» YOUR INSTRUCTIONS
Please return every line of the records below that holds the word "main".

» SOURCE DATA
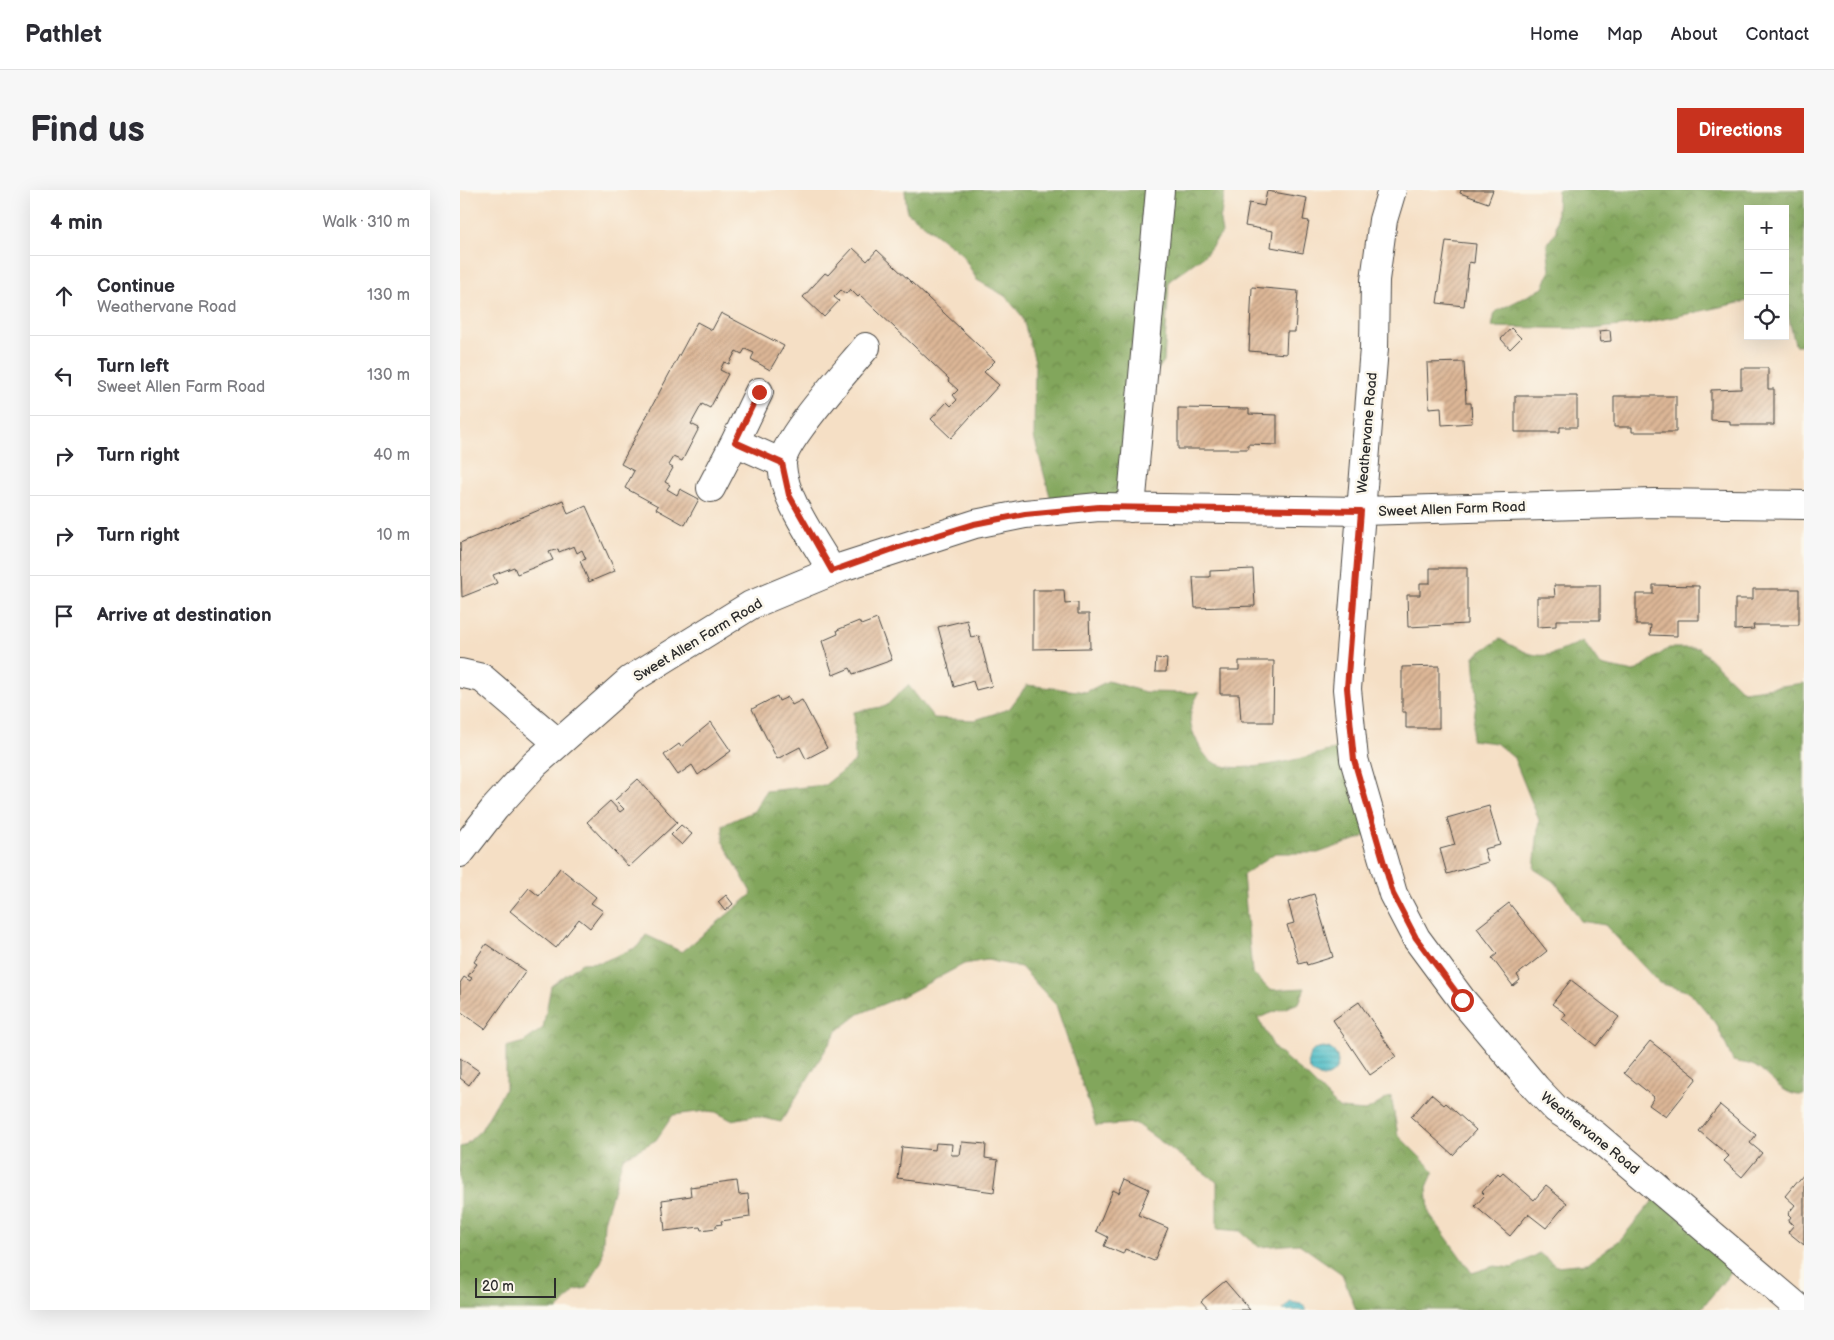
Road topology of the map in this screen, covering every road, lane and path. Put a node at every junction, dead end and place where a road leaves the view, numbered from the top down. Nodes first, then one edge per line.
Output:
1 (1160, 190) edge
2 (1392, 190) edge
3 (866, 347) dead end
4 (759, 392) dead end
5 (735, 442) junction
6 (782, 463) junction
7 (710, 488) dead end
8 (1804, 505) edge
9 (1131, 508) junction
10 (1361, 511) junction
11 (832, 571) junction
12 (460, 673) edge
13 (558, 743) junction
14 (460, 853) edge
15 (1801, 1310) edge

1 - 9 street
2 - 10 street, Weathervane Road
3 - 6 street
4 - 5 street
5 - 6 street
5 - 7 street
6 - 11 street
8 - 10 street, Sweet Allen Farm Road
9 - 10 street, Sweet Allen Farm Road
9 - 11 street, Sweet Allen Farm Road
10 - 15 street, Weathervane Road
11 - 13 street, Sweet Allen Farm Road
12 - 13 street
13 - 14 street, Sweet Allen Farm Road

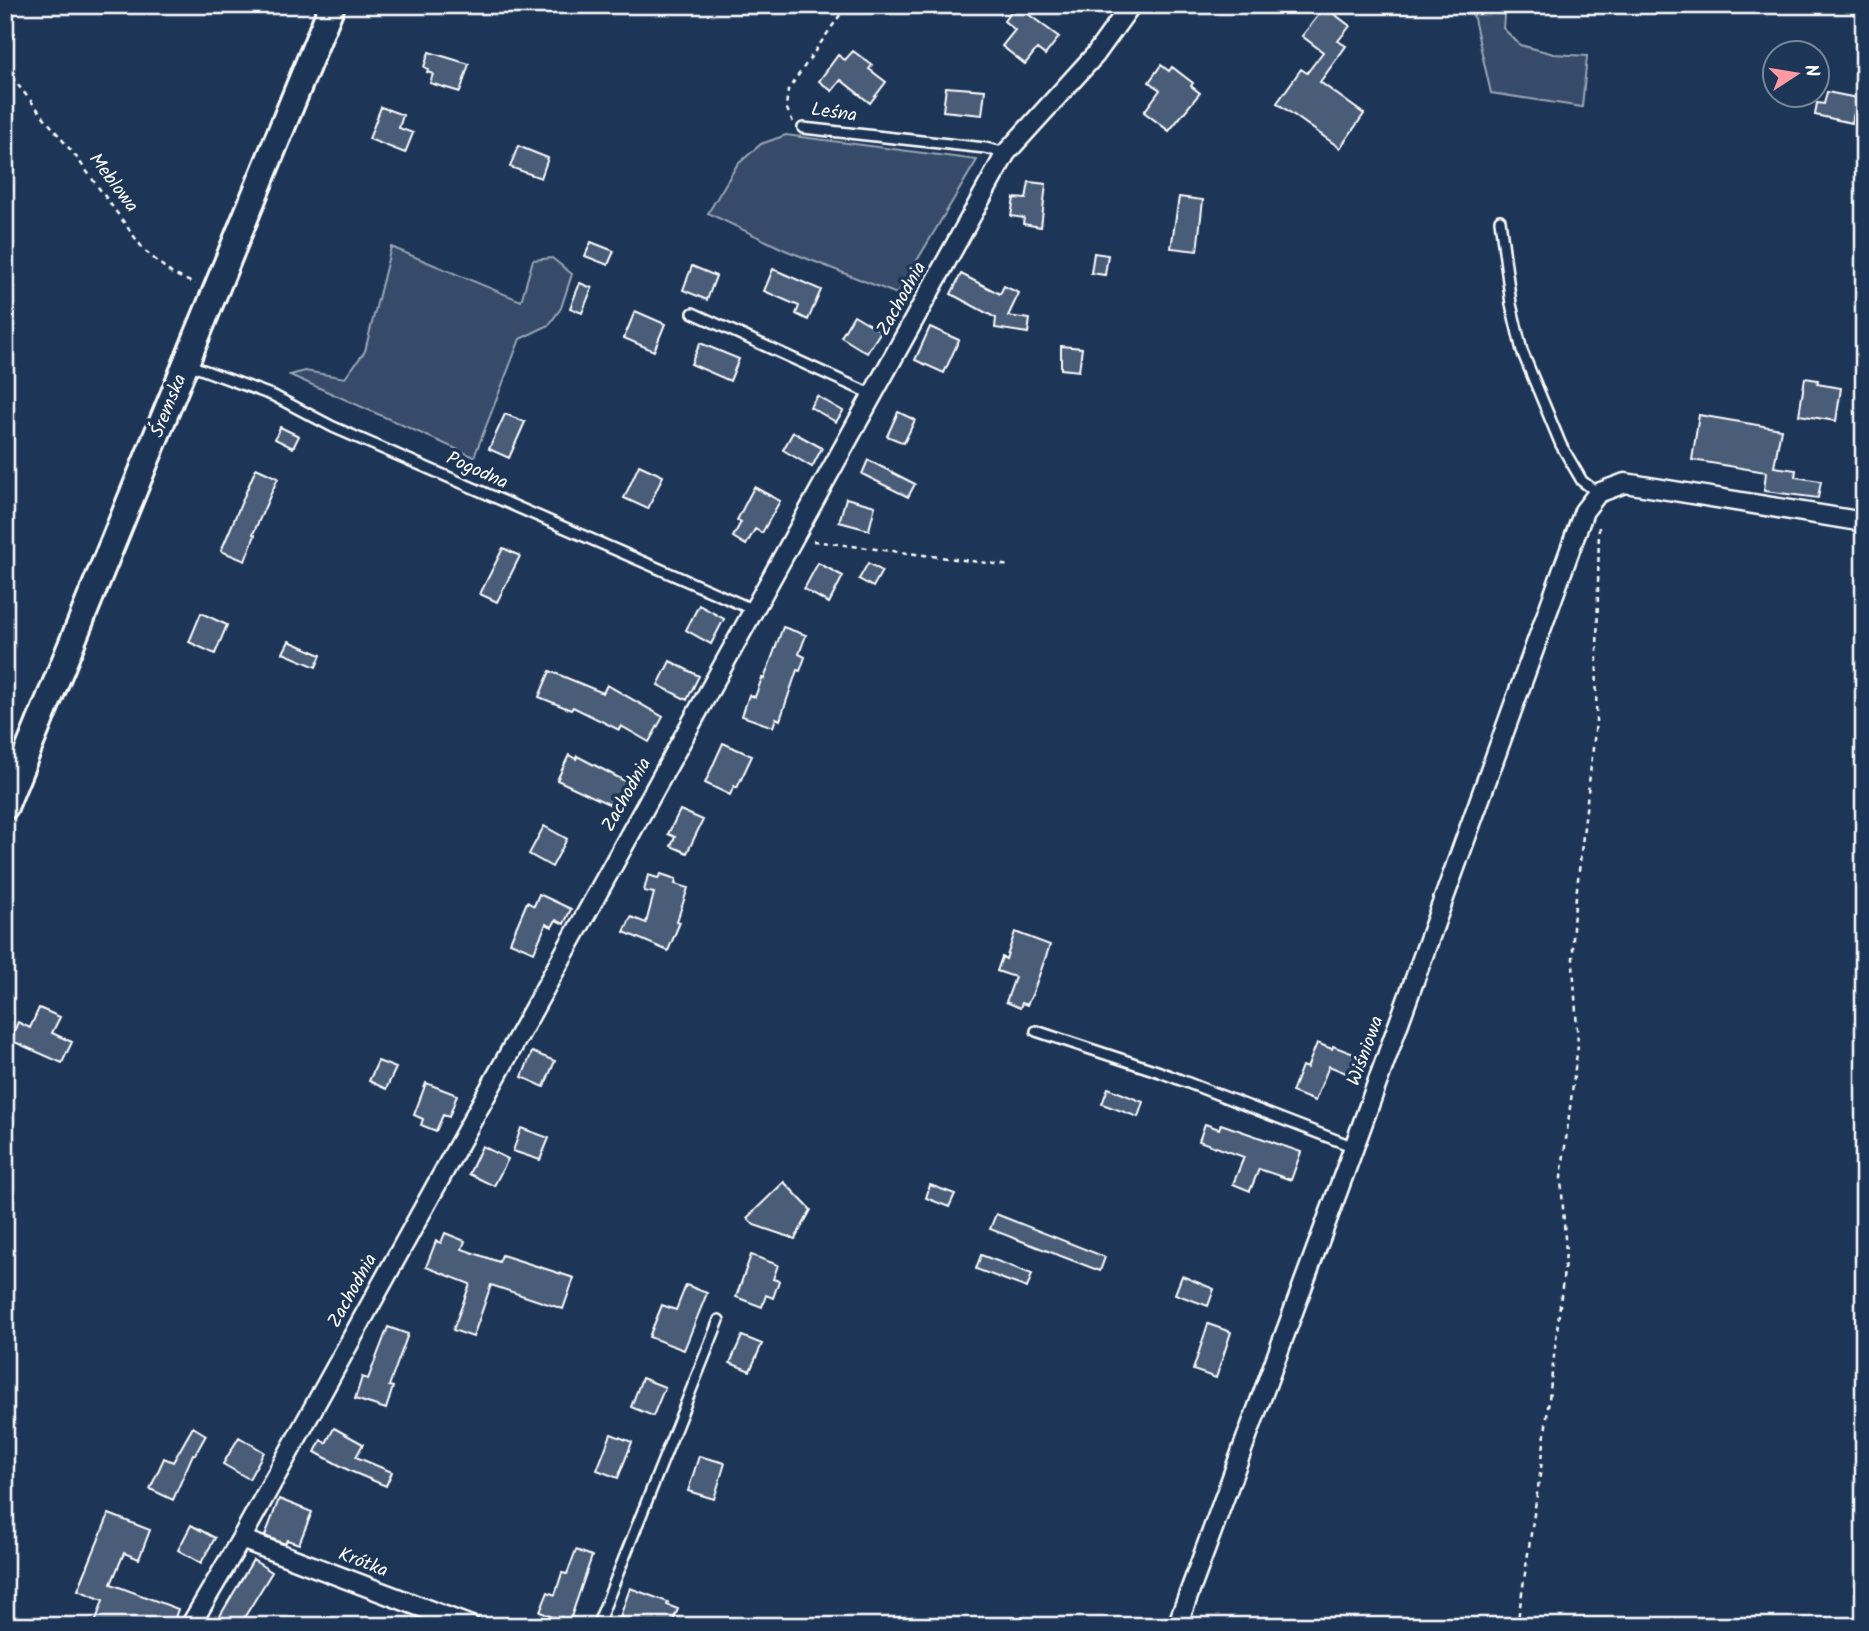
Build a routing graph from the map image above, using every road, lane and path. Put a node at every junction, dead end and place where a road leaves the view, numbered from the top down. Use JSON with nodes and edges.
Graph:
{"nodes":[{"id":1,"x":332,"y":5,"type":"edge"},
{"id":2,"x":847,"y":5,"type":"edge"},
{"id":3,"x":1131,"y":5,"type":"edge"},
{"id":4,"x":5,"y":69,"type":"edge"},
{"id":5,"x":803,"y":128,"type":"joint"},
{"id":6,"x":1006,"y":153,"type":"junction"},
{"id":7,"x":1500,"y":220,"type":"dead end"},
{"id":8,"x":215,"y":293,"type":"junction"},
{"id":9,"x":693,"y":313,"type":"dead end"},
{"id":10,"x":186,"y":363,"type":"junction"},
{"id":11,"x":873,"y":395,"type":"junction"},
{"id":12,"x":1598,"y":492,"type":"junction"},
{"id":13,"x":1864,"y":522,"type":"edge"},
{"id":14,"x":793,"y":538,"type":"junction"},
{"id":15,"x":1011,"y":566,"type":"dead end"},
{"id":16,"x":754,"y":610,"type":"junction"},
{"id":17,"x":5,"y":807,"type":"edge"},
{"id":18,"x":1036,"y":1031,"type":"dead end"},
{"id":19,"x":1354,"y":1147,"type":"junction"},
{"id":20,"x":719,"y":1320,"type":"dead end"},
{"id":21,"x":241,"y":1539,"type":"junction"},
{"id":22,"x":190,"y":1626,"type":"edge"},
{"id":23,"x":471,"y":1626,"type":"edge"},
{"id":24,"x":597,"y":1626,"type":"edge"},
{"id":25,"x":1177,"y":1626,"type":"edge"},
{"id":26,"x":1517,"y":1626,"type":"edge"}],
"edges":[{"from":1,"to":8,"type":"main road","name":"Śremska"},
{"from":2,"to":5,"type":"path","name":"Leśna"},
{"from":3,"to":6,"type":"street","name":"Zachodnia"},
{"from":4,"to":8,"type":"path","name":"Meblowa"},
{"from":5,"to":6,"type":"lane","name":"Leśna"},
{"from":6,"to":11,"type":"street","name":"Zachodnia"},
{"from":7,"to":12,"type":"lane"},
{"from":8,"to":10,"type":"main road","name":"Śremska"},
{"from":9,"to":11,"type":"lane"},
{"from":10,"to":16,"type":"lane","name":"Pogodna"},
{"from":10,"to":17,"type":"main road","name":"Śremska"},
{"from":11,"to":14,"type":"street","name":"Zachodnia"},
{"from":12,"to":13,"type":"street"},
{"from":12,"to":19,"type":"street","name":"Wiśniowa"},
{"from":12,"to":26,"type":"path"},
{"from":14,"to":15,"type":"path"},
{"from":14,"to":16,"type":"street","name":"Zachodnia"},
{"from":16,"to":21,"type":"street","name":"Zachodnia"},
{"from":18,"to":19,"type":"lane"},
{"from":19,"to":25,"type":"street","name":"Wiśniowa"},
{"from":20,"to":24,"type":"lane"},
{"from":21,"to":22,"type":"street","name":"Zachodnia"},
{"from":21,"to":23,"type":"street","name":"Krótka"}]}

» YOUR SOLUTION
"edges":[{"from":1,"to":8,"type":"main road","name":"Śremska"},
{"from":8,"to":10,"type":"main road","name":"Śremska"},
{"from":10,"to":17,"type":"main road","name":"Śremska"},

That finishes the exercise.